Connect with us

Hi, what are you looking for?

Il portico delle idee

Il problema di Galluppi: il sentir di sentire, già affrontato da Kant

La coscienza della coscienza è una capacità prima che noi animali umani abbiamo: sappiamo di possedere una abilità che ci contraddistingue dagli altri animali e questa è, per la precisione, l’autocoscienza. Non soltanto esistiamo ma siamo consapevoli del fatto che tutto quello che ci riguarda concerne anche l’esterno rispetto a noi e che, quindi, la nostra vita non si riduce alla contemplazione interiore delle sfaccettature empatiche che produciamo rispetto a ciò che ci arriva mediante le sensazioni, ma attraverso un procedimento giudicante possiamo influire sul corso di realtà che sono altro da noi.

Questo potrebbe dirsi indubbiamente una grande eccezione, mirabolante a dire poco se si osserva il vuoto dell’Universo, la sua immensità incommensurabile, la sua presunta eternità o, per essere più precisi, la sua dimensione mutevole proprio nel rapporto tra tempo e spazio soggetti agli effetti delle leggi gravitazionali e della velocità. Ed in effetti noi animali umani siamo – come sintetizzava molto bene Margherita Hack – un “prodotto speciale” proprio dell’Universo: la materia di cui siamo fatti è materia che proviene dalle stelle; dunque non possiamo dirci (e quindi preventivamente pensarci) come un qualcosa di molto differente dal resto dell’esistente.

Fatta questa premessa, la nostra capacità di “sentir il sentire” è, come avrebbe opportunamente chiosato Pasquale Galluppi, un primum filosofico, un sentimento rubricato come “immediato” che, quindi, agisce aprioristicamente perché questa autocoscienza è la base su cui poggia la conoscenza umana: senza la consapevolezza del nostro essere ed esserci (dribbliamo un po’ nel campo ontologico…), non si potrebbe parlare di acquisizione di nulla tramite la mediazione sensibile e, quindi, la reiterazione dei processi di contatto con la realtà esterna data dall’esperienza.

Il punto sensistico qui non è il centro del dibattito plurisecolare che ancora si avvita su sé stesso e procede come una retta nell’infinitudine dello spazio.
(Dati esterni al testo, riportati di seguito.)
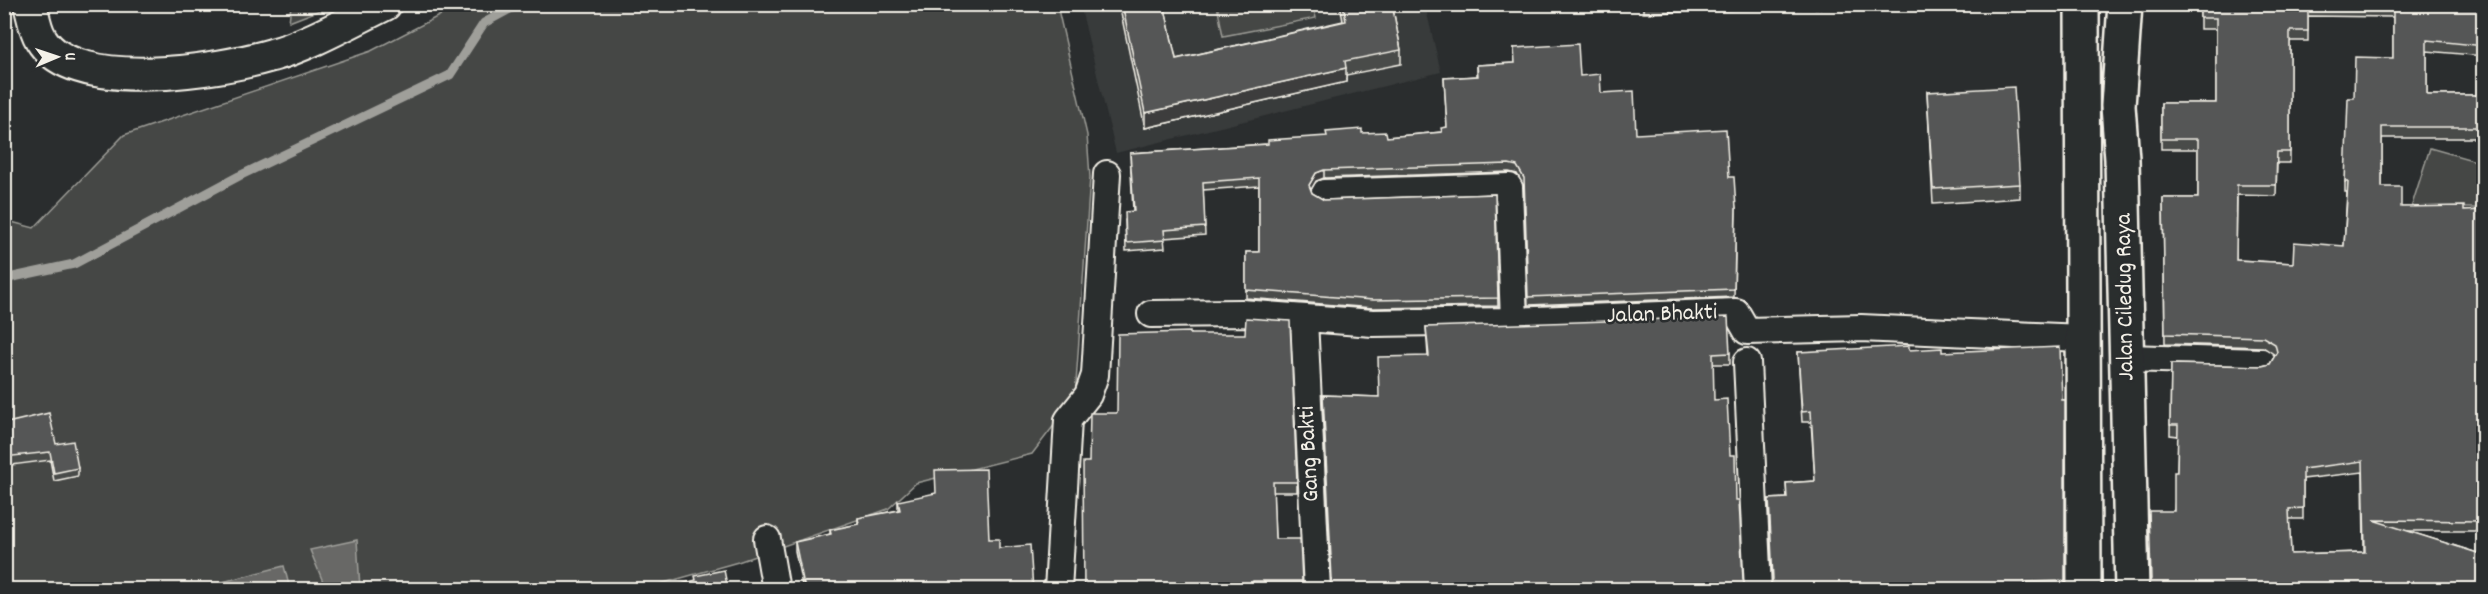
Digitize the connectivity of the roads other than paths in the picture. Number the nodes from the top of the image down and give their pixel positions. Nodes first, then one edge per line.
1 (30, 4) edge
2 (385, 4) edge
3 (2082, 4) edge
4 (2125, 4) edge
5 (1107, 174) dead end
6 (1324, 194) dead end
7 (1151, 314) dead end
8 (1304, 319) junction
9 (1514, 321) junction
10 (2082, 338) junction
11 (2127, 358) junction
12 (1747, 362) dead end
13 (2262, 362) dead end
14 (767, 539) dead end
15 (776, 590) edge
16 (1058, 590) edge
17 (1317, 590) edge
18 (1758, 590) edge
19 (2084, 590) edge
20 (2132, 590) edge

1 - 2 street
3 - 10 main road, Jalan Ciledug Raya
4 - 11 main road, Jalan Ciledug Raya
5 - 16 street
6 - 9 street
7 - 8 street, Jalan Bhakti
8 - 9 street, Jalan Bhakti
8 - 17 street, Gang Bakti
9 - 10 street, Jalan Bhakti
10 - 19 main road, Jalan Ciledug Raya
11 - 13 street
11 - 20 main road, Jalan Ciledug Raya
12 - 18 street
14 - 15 street

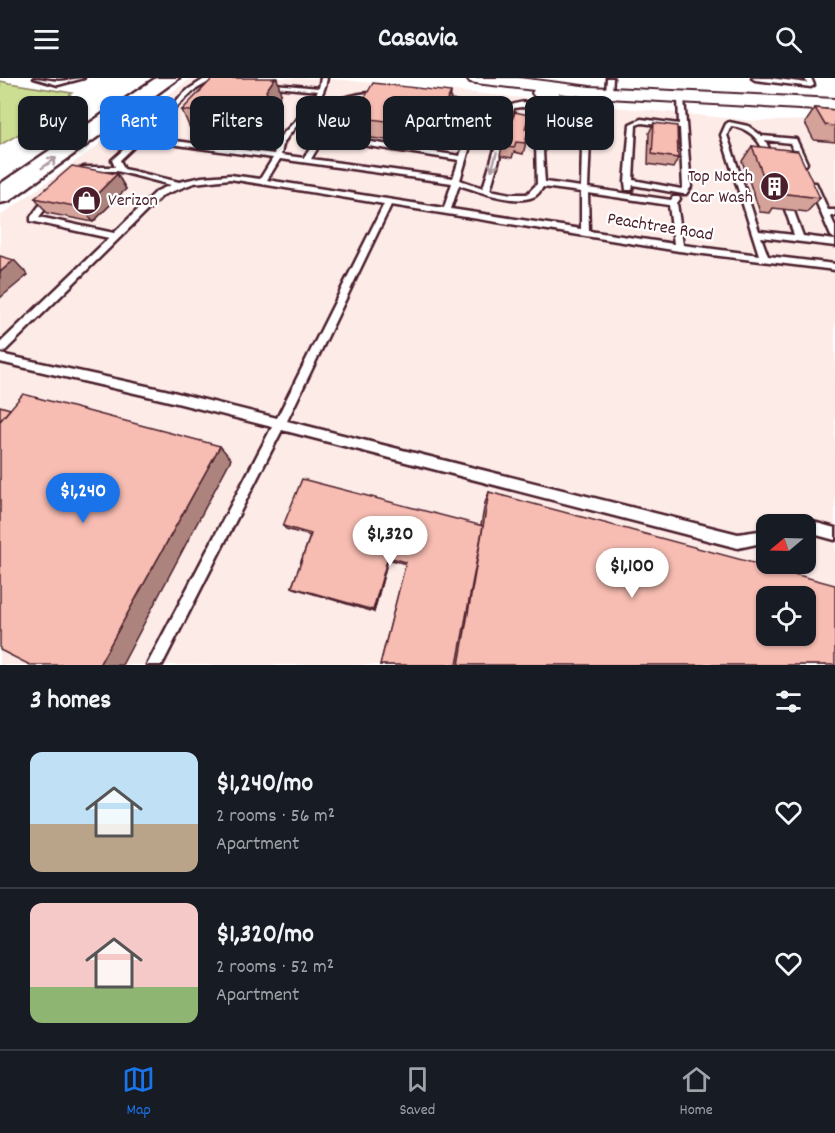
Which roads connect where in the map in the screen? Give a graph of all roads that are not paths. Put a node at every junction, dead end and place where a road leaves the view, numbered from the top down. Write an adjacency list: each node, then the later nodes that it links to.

Il punto, semmai, è riconoscere che l’empirismo ha ragione nel momento in cui asserisce che solo dal sentire noi possiamo trarre la materia del (nostro modo di) conoscere e rivela poi tutti i forti limiti epistemologici del sensismo allorché questo pretende di ridurre le possibilità di conoscere esclusivamente al campo esperienziale dei sensi. Non tutta la conoscenza è frutto di quello che Galluppi interpreta come un rapporto di passività tra noi e il resto da noi.
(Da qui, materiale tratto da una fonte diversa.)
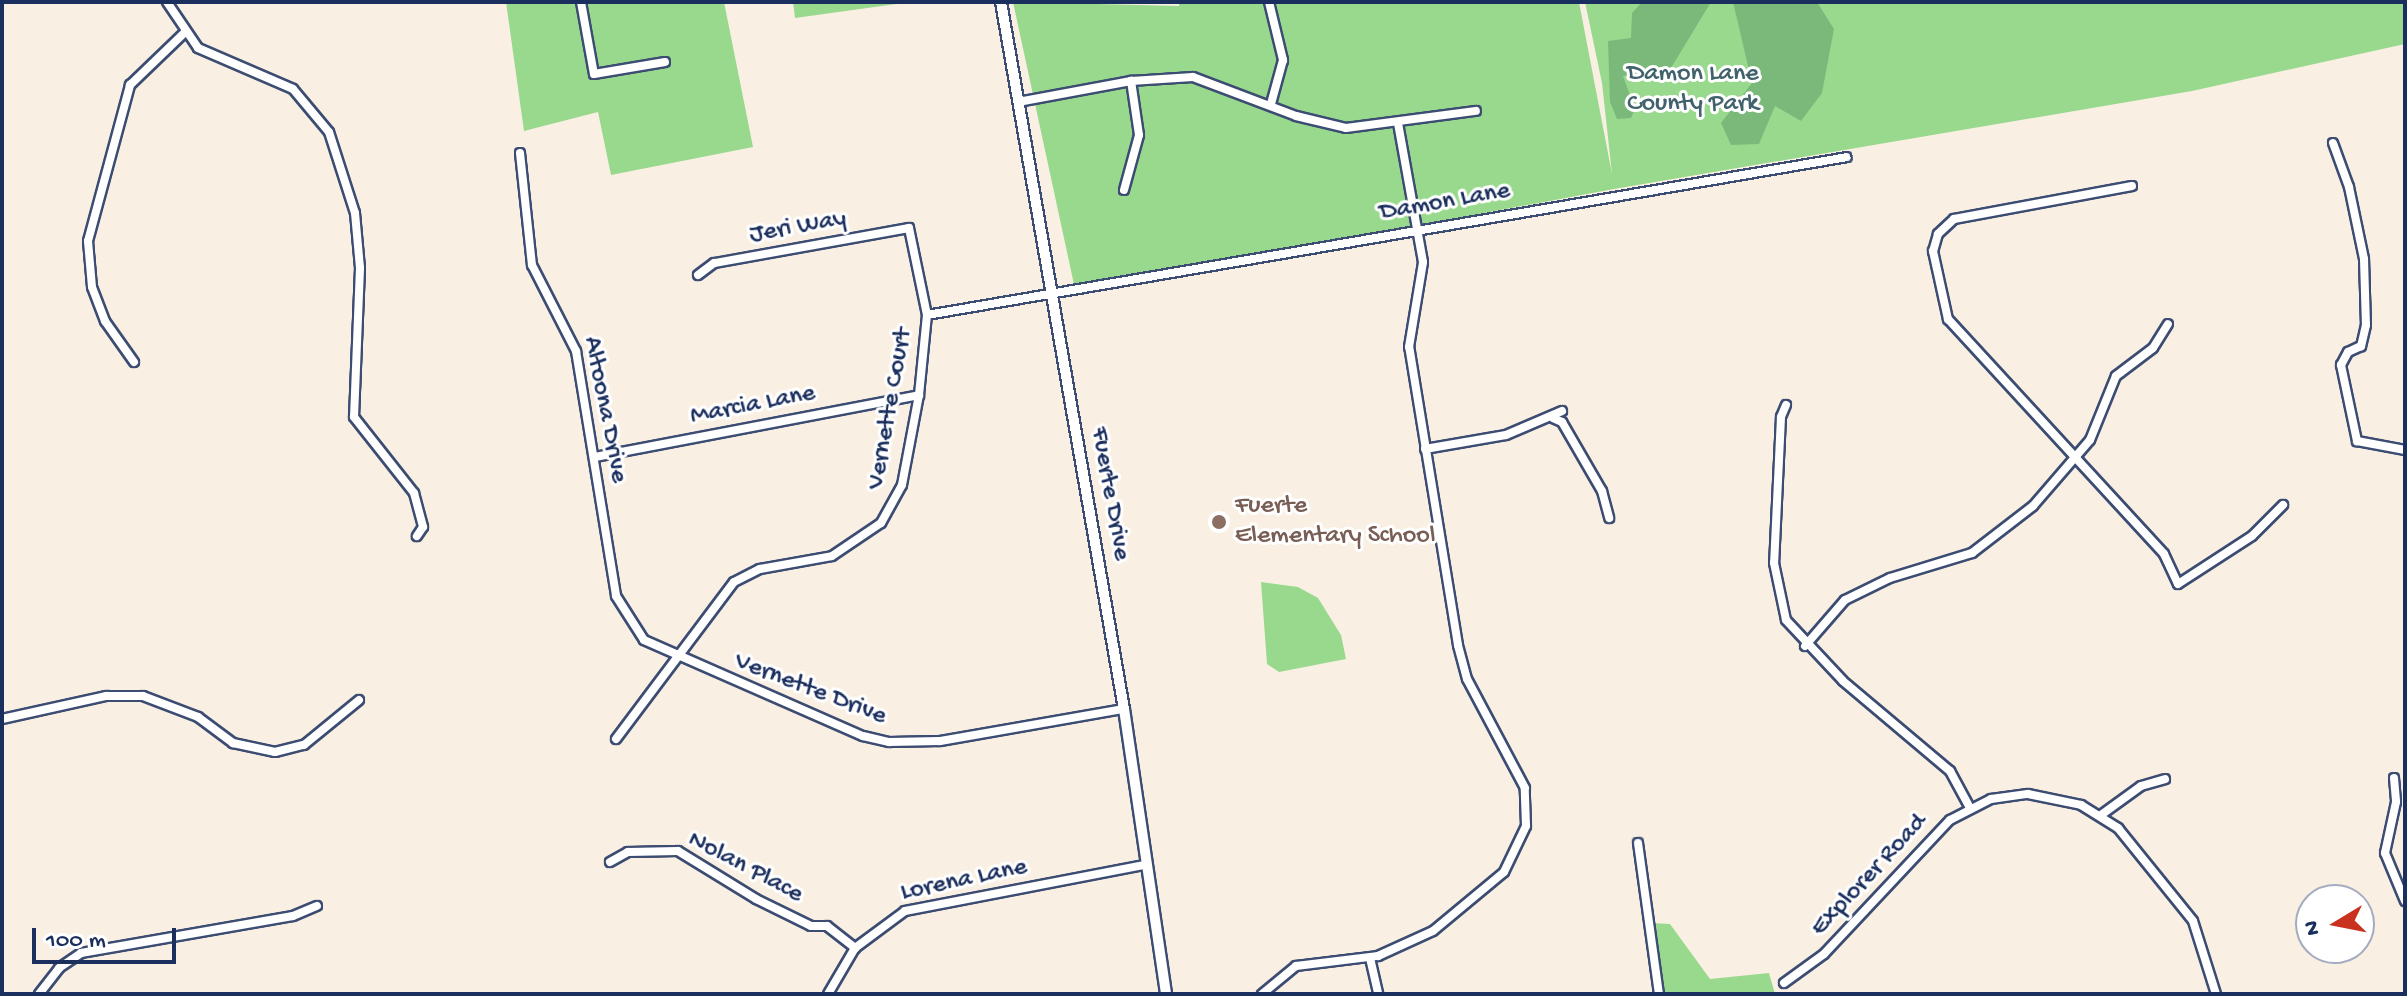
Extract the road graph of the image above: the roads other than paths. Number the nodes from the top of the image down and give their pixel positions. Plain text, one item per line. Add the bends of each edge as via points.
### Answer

Quando veniamo a confronto con gli elementi e i processi naturali, siamo oggettivamente noi i recettori di questo tipo di acquisizione dell’esperienza che, a sua volta, forma altra capacità di ottenere informazioni e nuova coscienza e scienza. Tuttavia, se qui il punto sembra passare dal campo epistemologico a quello gnoseologico, in realtà le riflessioni che vengono fatte da Galluppi riguardano sempre il problema che lui si pone circa il dualismo tra sensibilità e intellettività. Noi non siamo solo sensazioni ma anche ragionamento, pensiero, capacità di costruzione dello stesso.
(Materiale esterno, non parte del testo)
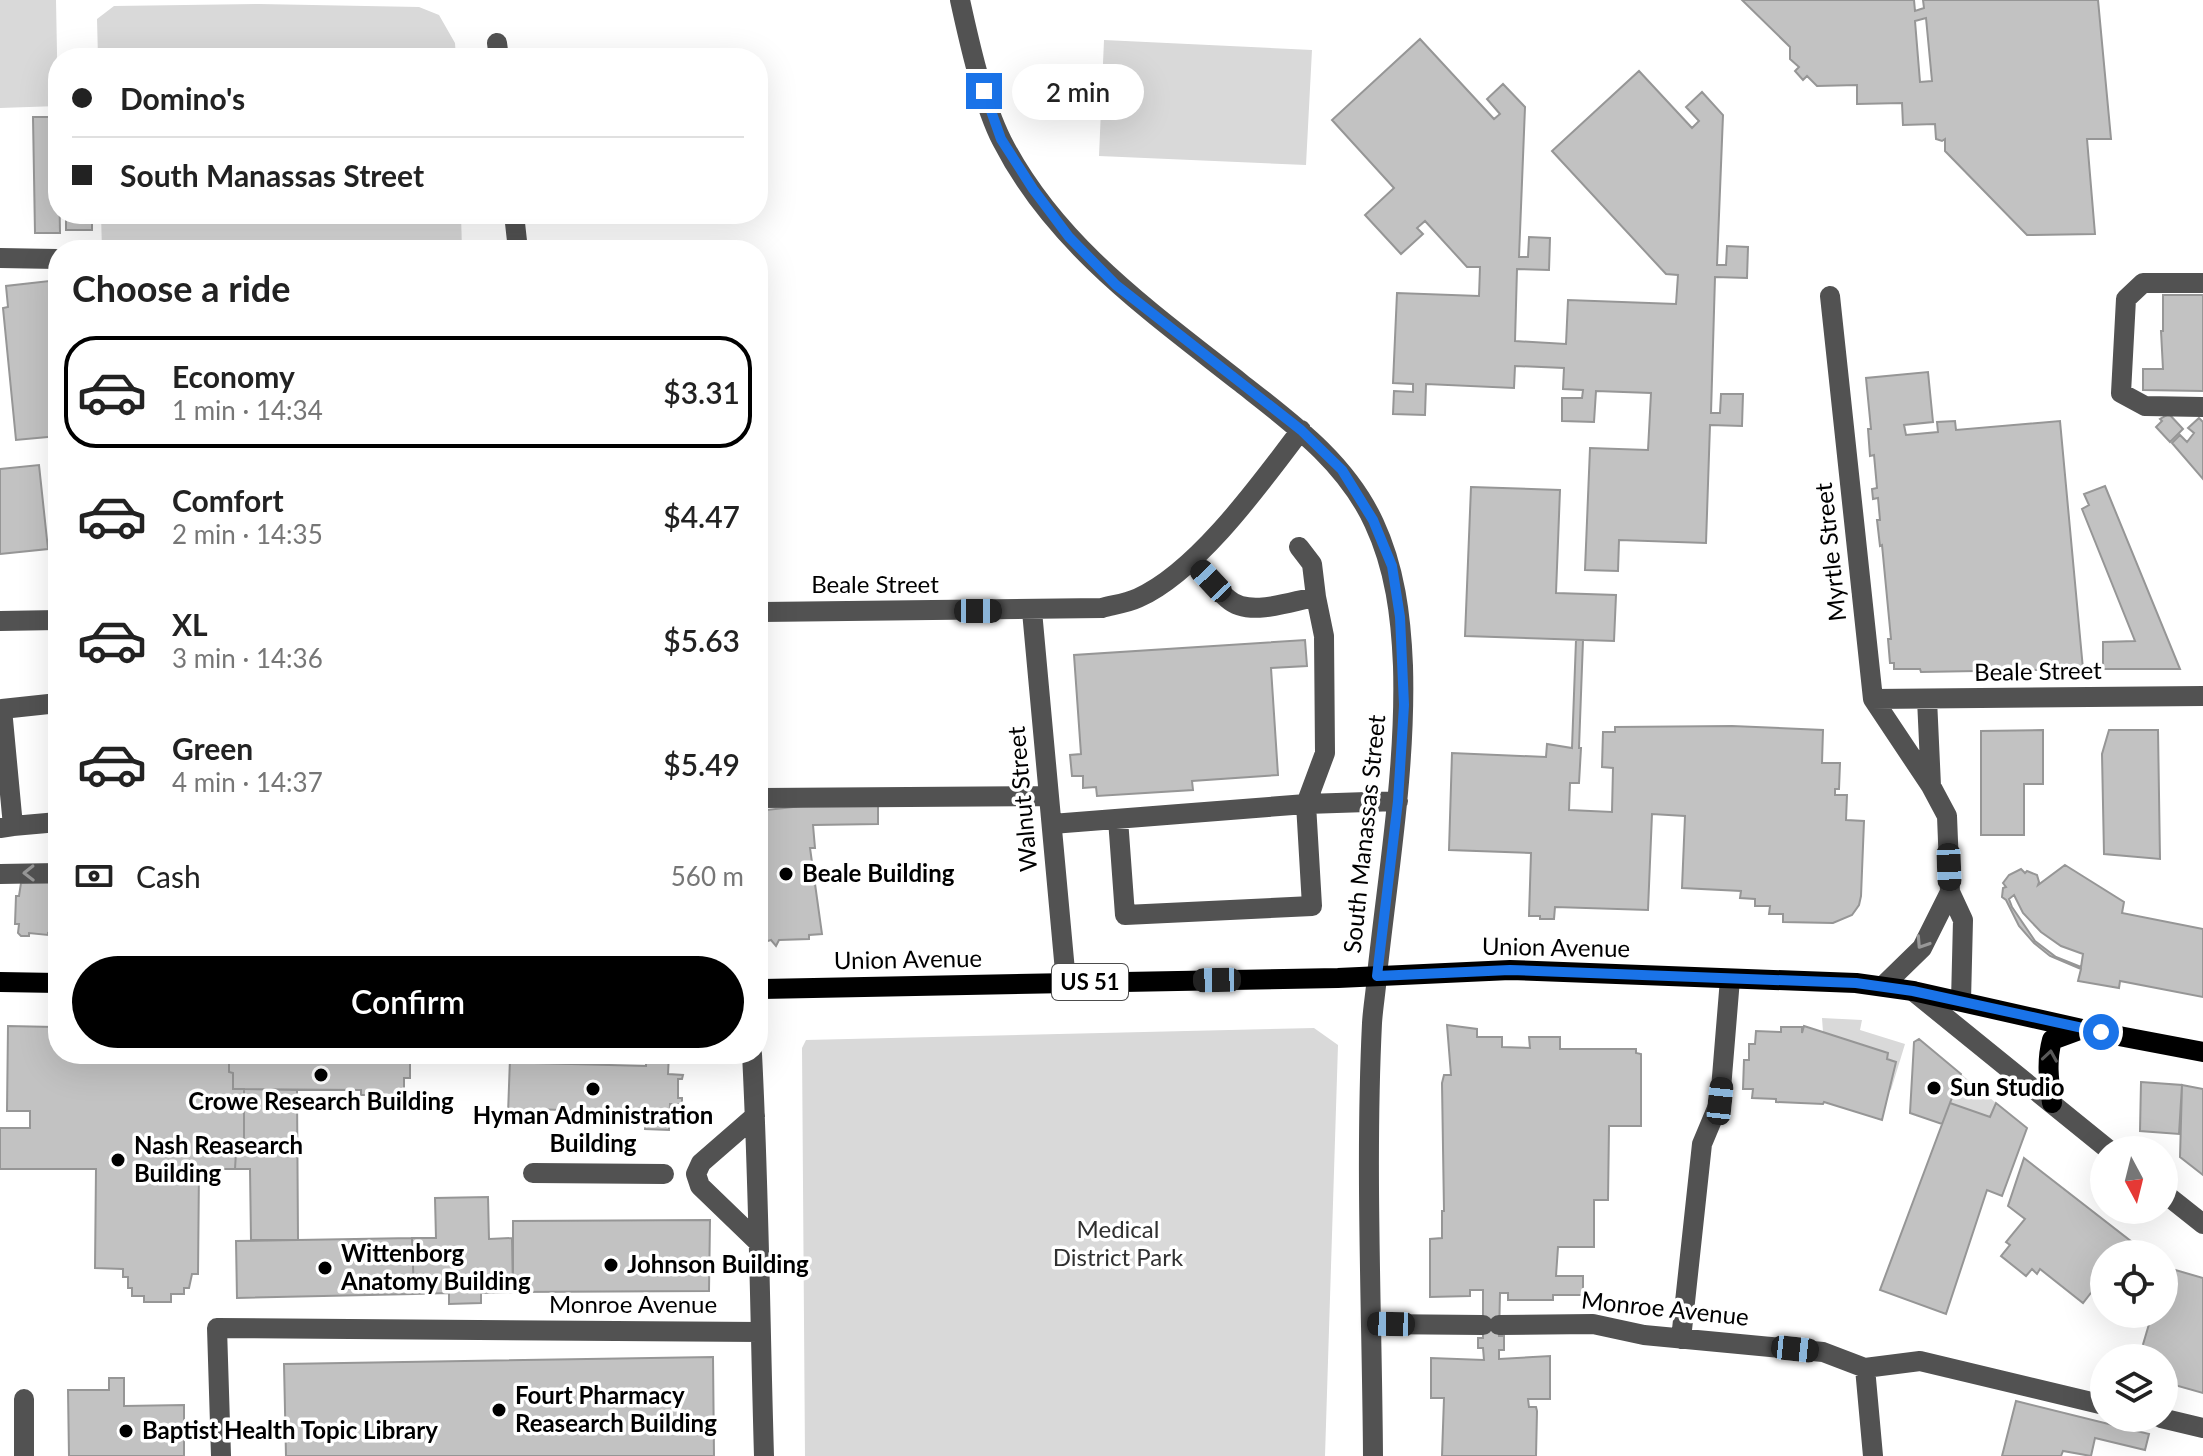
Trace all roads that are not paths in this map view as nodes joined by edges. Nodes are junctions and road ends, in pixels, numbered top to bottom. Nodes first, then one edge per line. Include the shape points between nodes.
1 (960, 0) edge
2 (0, 258) edge
3 (48, 259) edge
4 (2203, 283) edge
5 (1830, 296) dead end
6 (2203, 407) edge
7 (1301, 430) junction
8 (1299, 547) dead end
9 (1192, 561) junction
10 (1316, 597) junction
11 (1032, 611) junction
12 (768, 612) edge
13 (48, 620) edge
14 (0, 621) edge
15 (2203, 696) edge
16 (1873, 699) junction
17 (1927, 699) junction
18 (48, 704) edge
19 (1931, 786) junction
20 (1049, 796) junction
21 (768, 798) edge
22 (1398, 801) junction
23 (1306, 804) junction
24 (1118, 819) junction
25 (48, 823) edge
26 (1052, 824) junction
27 (6, 827) edge
28 (48, 873) edge
29 (0, 874) edge
30 (1950, 892) junction
31 (1377, 976) junction
32 (1730, 979) junction
33 (0, 982) edge
34 (1066, 982) junction
35 (48, 983) edge
36 (1883, 986) junction
37 (768, 989) edge
38 (1913, 991) junction
39 (1961, 1001) junction
40 (2082, 1029) junction
41 (2203, 1052) edge
42 (752, 1064) edge
43 (2052, 1103) junction
44 (755, 1116) junction
45 (2092, 1136) edge
46 (533, 1173) dead end
47 (696, 1174) junction
48 (2178, 1204) edge
49 (2203, 1224) edge
50 (757, 1241) junction
51 (1372, 1324) junction
52 (760, 1332) junction
53 (1681, 1339) junction
54 (1865, 1368) junction
55 (24, 1399) dead end
56 (2090, 1402) edge
57 (2178, 1422) edge
58 (2203, 1428) edge
59 (24, 1456) edge
60 (221, 1456) edge
61 (764, 1456) edge
62 (1373, 1456) edge
63 (1873, 1456) edge

1 - 7 street, South Manassas Street via 1001,139 1069,237 1116,285
2 - 3 street
4 - 6 street via 2143,283 2126,299 2121,393 2145,406
5 - 16 street, Myrtle Street
7 - 9 street, Beale Street
7 - 22 street, South Manassas Street via 1342,470 1373,520 1392,566 1404,705
8 - 10 street via 1312,564
9 - 10 street via 1229,601 1244,607
9 - 11 street, Beale Street via 1137,598 1102,608
10 - 23 street via 1324,636 1325,753
11 - 12 street, Beale Street
11 - 20 street, Walnut Street
13 - 14 street
15 - 17 street, Beale Street
16 - 17 street, Beale Street
16 - 19 street, Myrtle Street
17 - 19 street, Myrtle Street
18 - 27 street via 2,709
19 - 30 street, Myrtle Street via 1947,816
20 - 21 street
20 - 26 street, Walnut Street
22 - 23 street
22 - 31 street, South Manassas Street
23 - 24 street
23 - 24 street via 1312,906 1125,915
24 - 26 street
25 - 27 street
26 - 34 street, Walnut Street
28 -> 29 street
30 -> 36 street, Myrtle Street via 1922,948
30 - 39 street, Myrtle Street via 1963,920
31 - 32 main road, Union Avenue / US 51 via 1510,970
31 - 34 main road, Union Avenue / US 51
31 - 51 street, South Manassas Street via 1371,1087
32 - 36 main road, Union Avenue / US 51
32 - 53 street via 1720,1101 1702,1144
33 - 35 main road
34 - 37 main road, Union Avenue / US 51
36 - 38 main road, Union Avenue / US 51
38 - 39 main road, Union Avenue / US 51
38 - 43 street
39 - 40 main road, Union Avenue / US 51
40 - 41 main road, Union Avenue / US 51
43 -> 40 main road via 2052,1040
42 - 44 street
43 - 45 street
44 - 47 street via 701,1163
44 - 50 street
46 - 47 street
47 - 50 street via 700,1186
48 - 49 street
50 - 52 street
51 - 53 street, Monroe Avenue via 1593,1324
51 - 62 street, South Manassas Street
52 - 60 street, Monroe Avenue via 217,1328
52 - 61 street
53 - 54 street, Monroe Avenue via 1823,1352
54 - 56 street, Monroe Avenue via 1920,1361
54 - 63 street
55 - 59 street
57 - 58 street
Ed in questa formazione dei concetti si rivela una disposizione che è apparentemente separabile dal contesto materiale: c’è dunque un qualche rapporto tra la metafisica e la nostra capacità di pensare? Certamente sì, visto che la metafisica utilizza la formulazioni delle intuizioni mentali, per l’appunto dei pensieri e della critica, per interrogarsi su questioni che non sono fisiche e che, quindi, non attengono propriamente al mondo della sensibilità. Eppure, senza quest’ultima, anche molte indagini filosofiche (ma non solo tali) andrebbero a cadere nel vuoto o, più che altro, non avrebbero proprio ragione d’essere perché non potrebbero nemmeno iniziare ad essere esse stesse.

Troppe volte i filosofi vengono tinteggiati con i tratti taletiani dei pensatori distratti, con il collo allungato all’insù e la testa rivolta all’indietro per osservare la volta celeste o scrutare l’immensità dell’Universo. Ma senza la capacità di sfruttare il più possibile la stimolazione del dubbio e, quindi, senza il proporre e riproporre tutti gli interrogativi che vengono alla mente e che sono frutto di un istinto che ci spinge ad andare oltre i nostri confini fisici (e anche mentali), non avremmo fatto alcun passo nell’acquisizione delle conoscenze, nell’indagine tanto interna nostra quanto esterna, del mondo che ci circonda e ci comprende.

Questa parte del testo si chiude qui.